Monday, June 24, 2013

THE DILAPIDATED RAIL~CAR

Looking out overhead you can make out the outline of the dilapidated rail-car. Using the “zoom” function you can fixate with daunting clarity upon a scraggly fellow in a cloak of aluminum foil, growling oaths and bent at the knee, shitting and pissing, shitting and pissing. This is the Intruder. Zoom in a little further and the book is in full view. You nod. “That must be the book,” you all whisper in approximated unison, each finishing a microbeat after the other, like a hooched up round of “Row Your Boat.” The Intruder’s hands are enormous and covered in boils, soiled with waste and blood, and excreting polychromatic pus. You wait for the Intruder to reveal his next move, to unknowingly signal you to action. When you get in very close your view is wholly awash in the onyx-colored purge, which seemed never to cease. At least one of you is comforted by this, in some strange way, though this fleeting sentiment is of course never to be introduced into the focused discourse of the group. Some of you are tickled by ennui and scratch at the cold ground, unearthing text messages, missed calls, hollow voicemails speaking nothing, caverns into which the whole of spoken language were desperately but fruitlessly beckoned for all eternity. Others smoked cigarettes, inhaling deeply and slipping the wisps of exhaust into their t-shirts in bashful installments, evading both the alarmed gaze of the olfactorily keen Intruder as well as the admonishments of other members of the group in light of the former possibility.
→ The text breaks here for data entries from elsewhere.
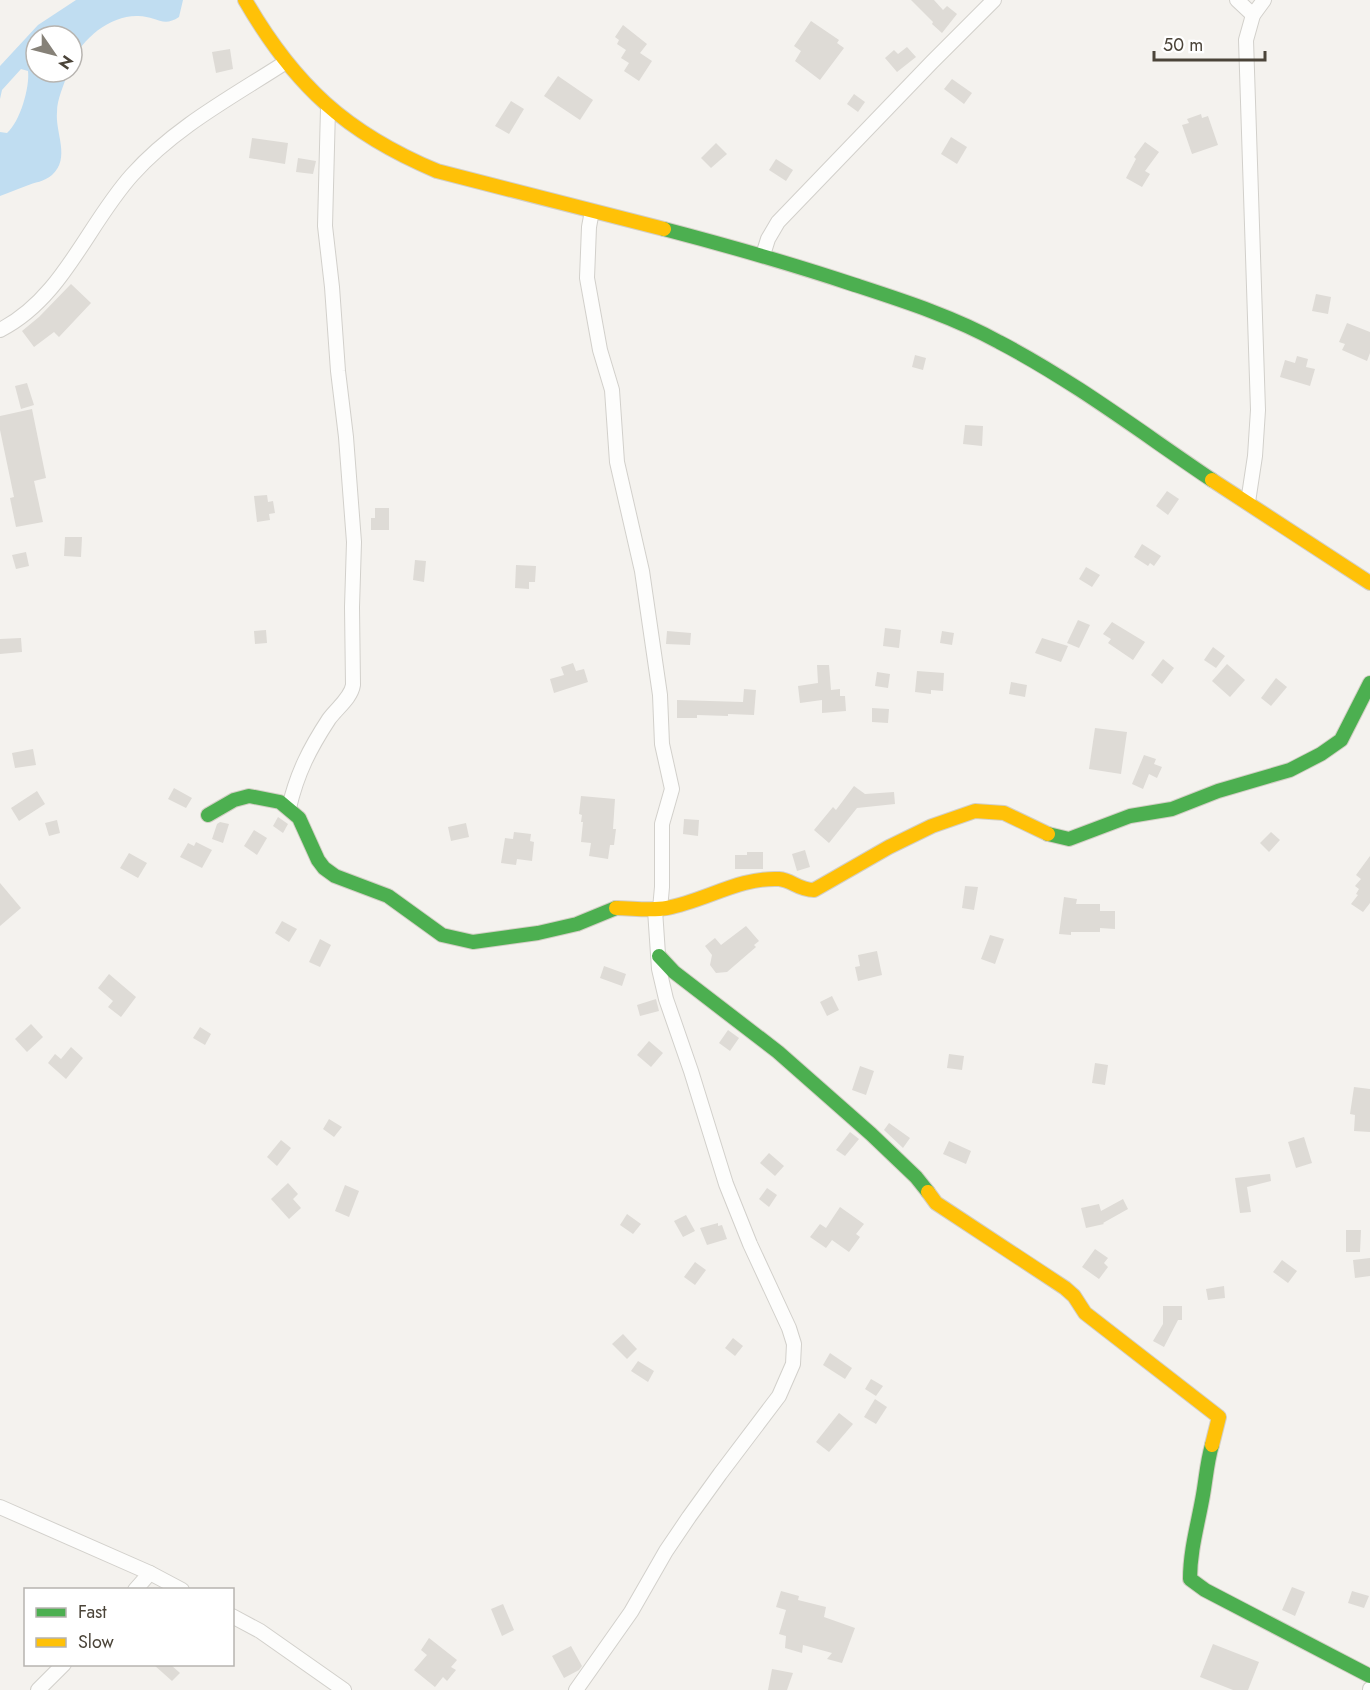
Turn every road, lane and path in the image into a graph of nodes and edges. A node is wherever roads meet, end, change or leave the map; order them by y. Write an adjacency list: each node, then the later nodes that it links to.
1 (245, 0): 6 (street)
2 (993, 0): 9 (street)
3 (1237, 0): 5 (street)
4 (1264, 0): 5 (street)
5 (1253, 15): 11 (street)
6 (286, 62): 7 (street); 10 (street)
7 (328, 108): 8 (street); 14 (street)
8 (592, 211): 9 (street); 16 (street)
9 (763, 255): 11 (street)
10 (0, 330)
11 (1248, 502): 12 (street)
12 (1370, 582)
13 (1370, 683): 16 (street)
14 (289, 808): 15 (street); 16 (street)
15 (208, 815)
16 (658, 910): 17 (street)
17 (659, 956): 24 (street); 27 (street)
18 (0, 1507): 19 (street)
19 (150, 1573): 20 (street); 21 (street)
20 (137, 1588)
21 (178, 1588)
22 (234, 1617): 26 (street)
23 (63, 1666): 25 (street)
24 (1370, 1676)
25 (38, 1690)
26 (344, 1690)
27 (576, 1690)

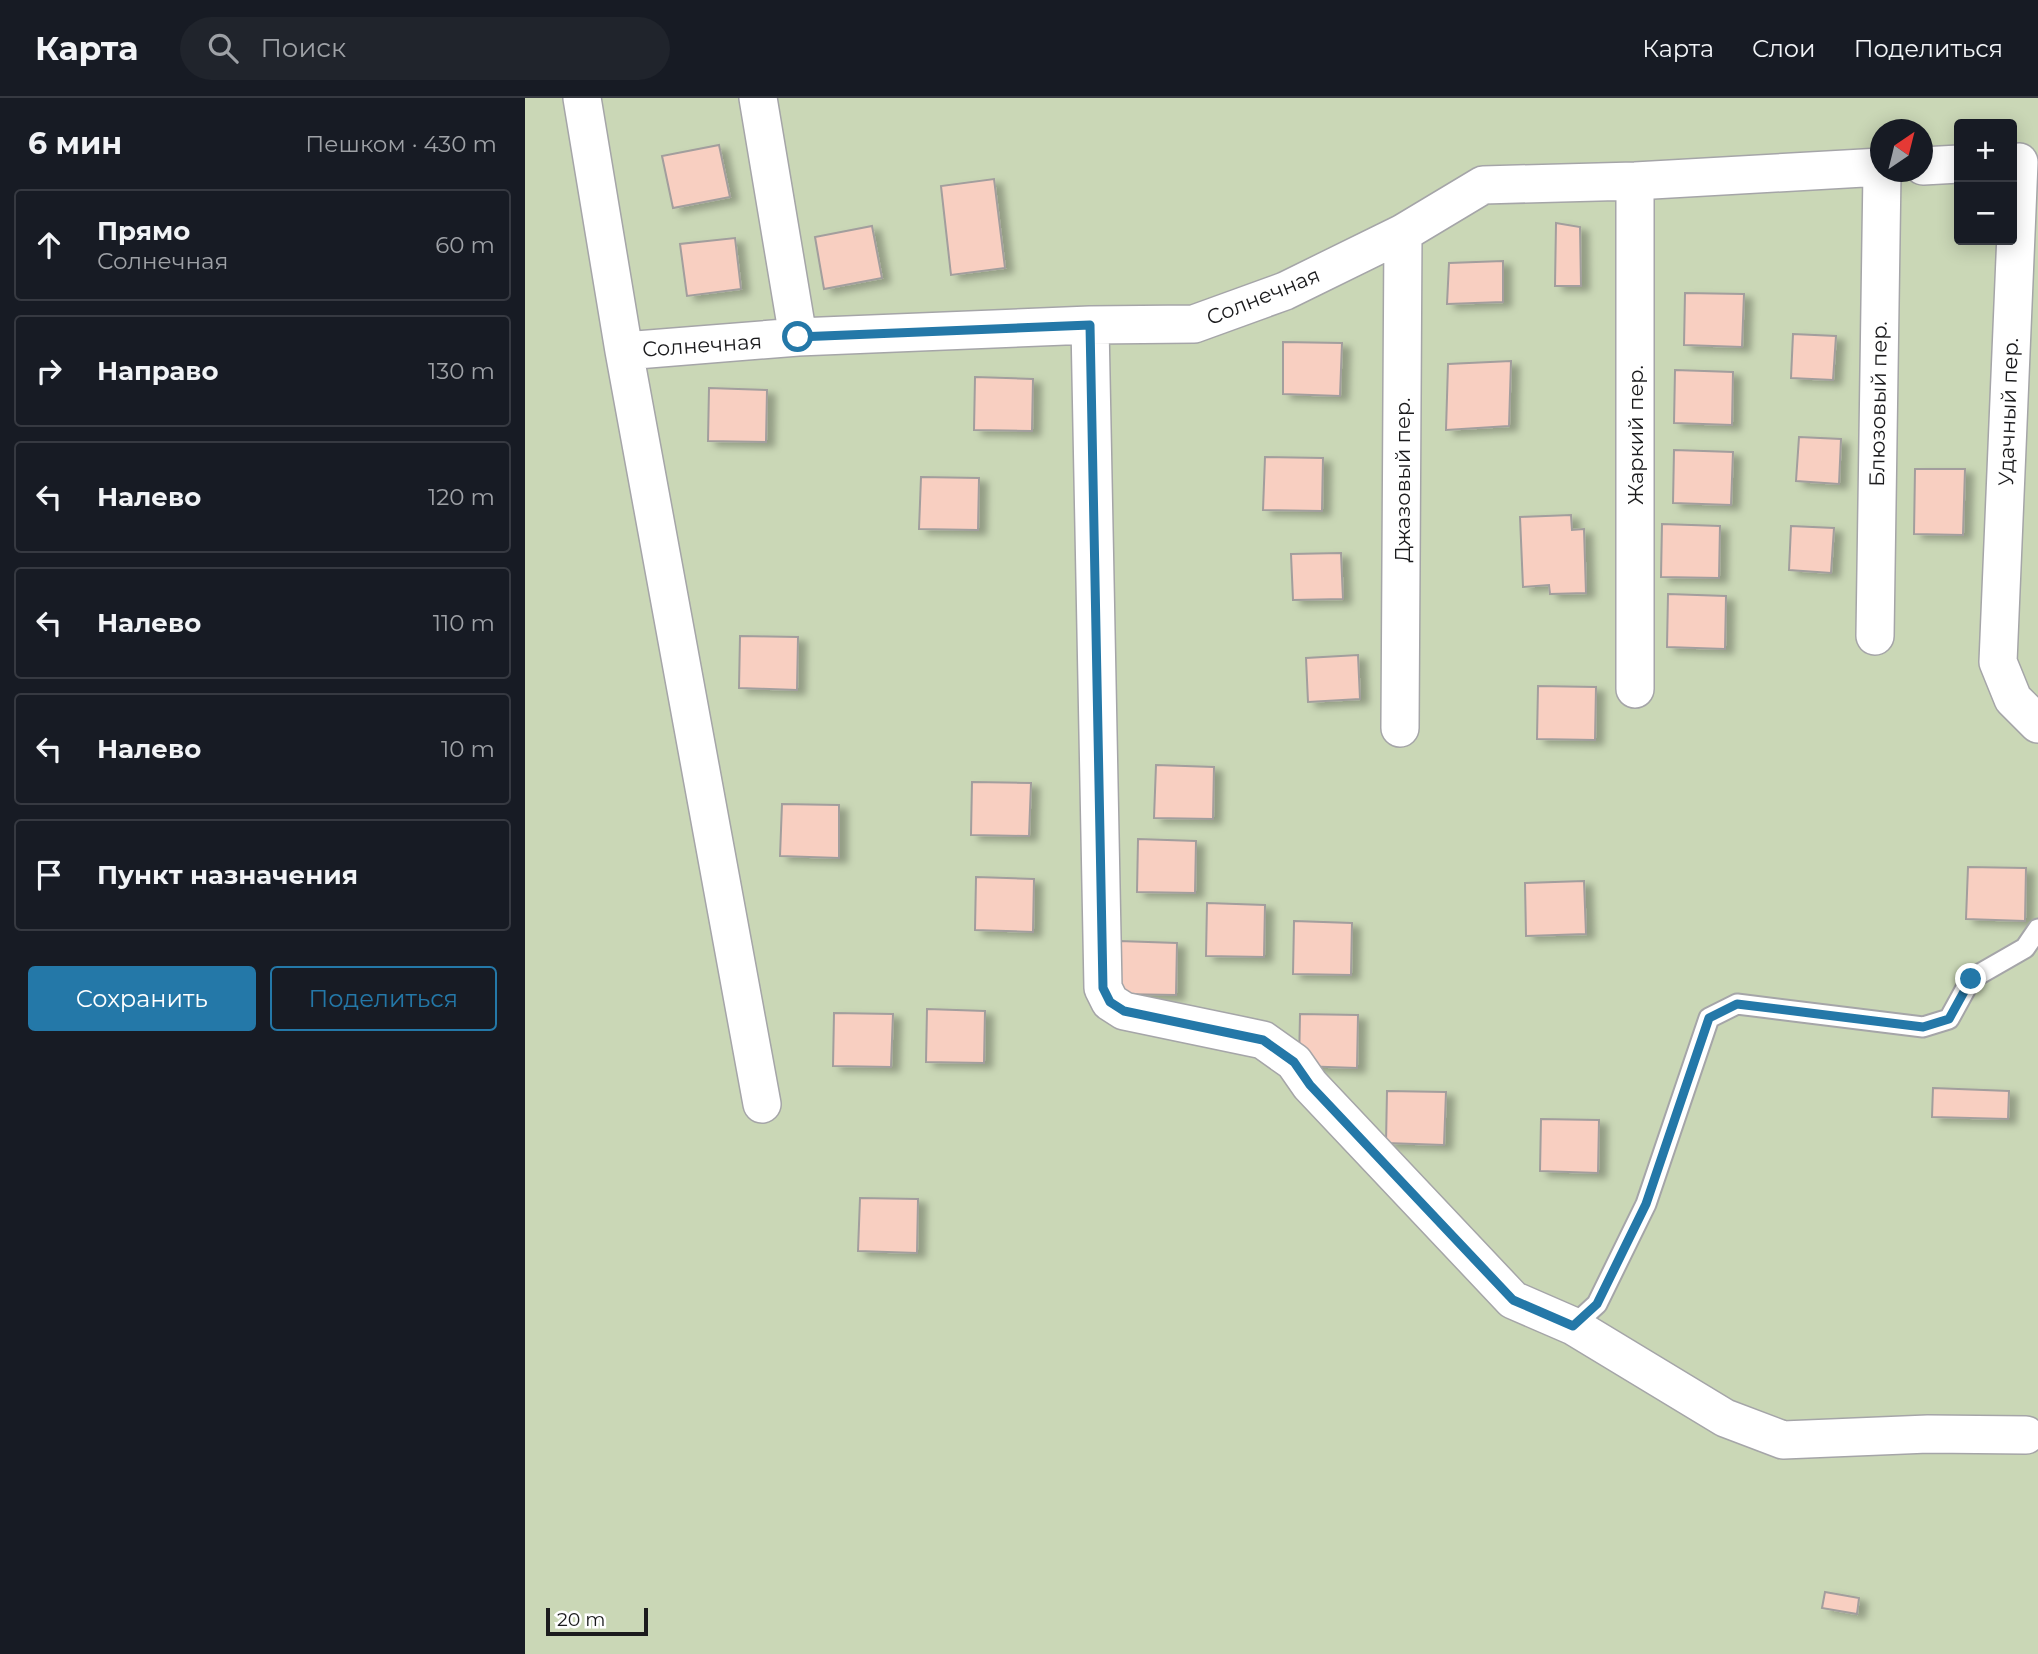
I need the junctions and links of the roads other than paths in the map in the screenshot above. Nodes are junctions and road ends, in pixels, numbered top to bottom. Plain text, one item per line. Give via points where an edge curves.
1 (582, 98) edge
2 (758, 98) edge
3 (2023, 162) edge
4 (1954, 164) edge
5 (1933, 165) edge
6 (1870, 170) edge
7 (1635, 181) junction
8 (1881, 182) edge
9 (1403, 233) junction
10 (1090, 325) junction
11 (798, 337) junction
12 (624, 351) junction
13 (1875, 636) dead end
14 (1635, 689) dead end
15 (2038, 724) edge
16 (1401, 728) dead end
17 (2038, 929) edge
18 (762, 1104) dead end
19 (1573, 1326) junction
20 (2026, 1436) dead end

1 - 12 street
2 - 11 street
3 - 15 street, Удачный пер. via 1998,662 2013,699
4 - 5 street
6 - 7 street, Солнечная
7 - 9 street, Солнечная via 1483,185
7 - 14 street, Жаркий пер.
8 - 13 street, Блюзовый пер.
9 - 10 street, Солнечная via 1285,291 1194,324
9 - 16 street, Джазовый пер.
10 - 11 street, Солнечная
10 - 19 street via 1103,988 1110,1002 1124,1011 1263,1040 1294,1062 1310,1085 1513,1300
11 - 12 street, Солнечная
12 - 18 street
17 - 19 lane via 2025,948 1971,979 1949,1019 1923,1027 1737,1004 1709,1018 1646,1204 1597,1304
19 - 20 street via 1725,1418 1783,1440 1928,1434

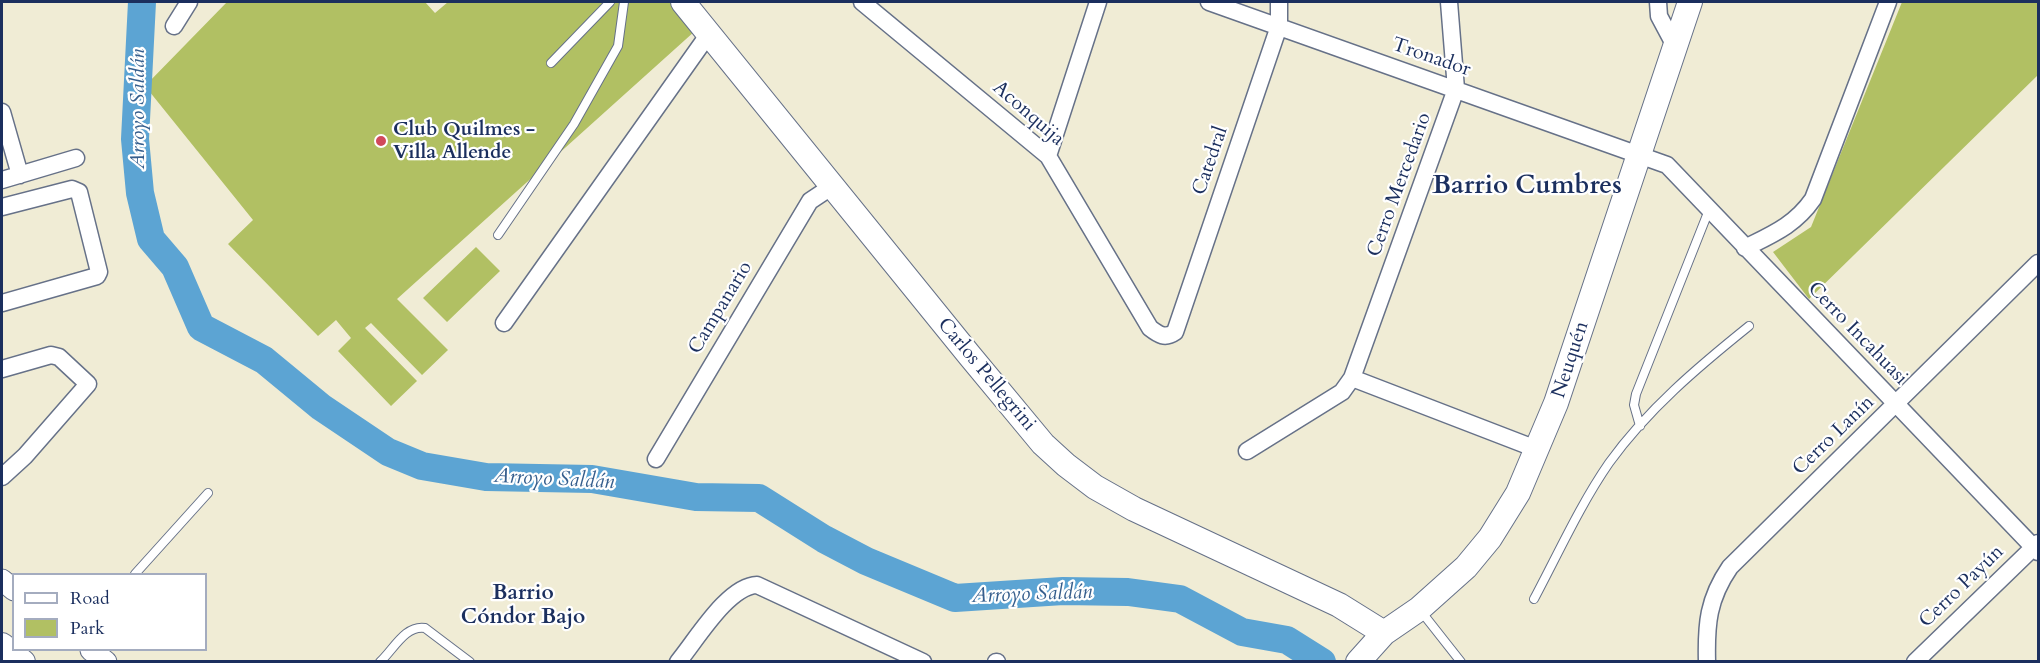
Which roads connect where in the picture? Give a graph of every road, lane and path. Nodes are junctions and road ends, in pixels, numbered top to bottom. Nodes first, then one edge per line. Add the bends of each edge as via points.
1 (189, 2) edge
2 (610, 2) edge
3 (624, 2) edge
4 (682, 2) edge
5 (862, 2) edge
6 (1098, 2) edge
7 (1209, 2) edge
8 (1279, 2) edge
9 (1449, 2) edge
10 (1658, 2) edge
11 (1690, 2) edge
12 (1888, 2) edge
13 (174, 26) dead end
14 (1279, 26) junction
15 (708, 35) junction
16 (1675, 46) junction
17 (551, 63) dead end
18 (1456, 88) junction
19 (2, 112) edge
20 (1639, 154) junction
21 (1048, 156) junction
22 (76, 158) dead end
23 (20, 175) junction
24 (2, 180) edge
25 (831, 187) junction
26 (2, 207) edge
27 (1709, 210) junction
28 (498, 235) dead end
29 (1745, 248) junction
30 (2038, 263) edge
31 (2, 303) edge
32 (504, 323) dead end
33 (1749, 326) dead end
34 (1175, 332) joint
35 (2, 369) edge
36 (1352, 378) junction
37 (1896, 405) junction
38 (1640, 426) junction
39 (1539, 450) junction
40 (1247, 451) dead end
41 (656, 459) dead end
42 (2, 477) edge
43 (208, 493) dead end
44 (2037, 548) edge
45 (136, 573) edge
46 (1534, 599) dead end
47 (1419, 609) junction
48 (1384, 633) junction
49 (93, 651) edge
50 (106, 662) edge
51 (380, 662) edge
52 (470, 662) edge
53 (678, 662) edge
54 (923, 662) edge
55 (1358, 662) edge
56 (1461, 662) edge
57 (1707, 662) edge
58 (1915, 662) edge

Finally the expulsion of waste ceased suddenly.
The Intruder took his time in exiting the scene. “If only we could just boot up Amazon out here and get a preview--I’m dying for a taste!” one of you joked. Nobody laughed. To get to the book would have been the pinnacle of your collective achievement and the magnum opus of humanity’s ventures. Unfortunately this never happened. In the immediate distance the Intruder began to chuckle, stopping intermittently to choke and spit, and sometimes weep? You weren’t totally sure. He wasn’t facing you but you could hear his gurgles and cackles as they burrowed into the mean, mounting wind. Some of you relaxed and leaned into the wind, a deceptively welcome relief from the turgid heat. “I’m just loving this breeze / Who could have a pina colata [sic],” one of you tweeted into some purplish moss with a rusted nail. His long shadow warbled like a television dipped in nuclear waste, and eventually crept up, casting all of you under its blanket of darkness. “Ahhhhh,” you gasped in harmony. The book was a lost cause. Its words were rendered meaningless as its context was rapidly dissolved. “We can’t find anything! What were we before that we needed something to find?” a couple of you shouted. The Intruder had gotten inside, and squeezed out the contents like a determined sandwich maker forced into frugality. The next scene is where things really start to “heat up” in terms of phantom significance within a complex network of arbitrary signifiers. This is where you lose the book. This is where your ironic dollar-bill bookmark is the only thing left on your shivering, naked body. This where you lose your place. Nothing but empty pages, blowing around like ash in the dilapidated rail-car. Is this what you came here for? Do you remember when you first left the house?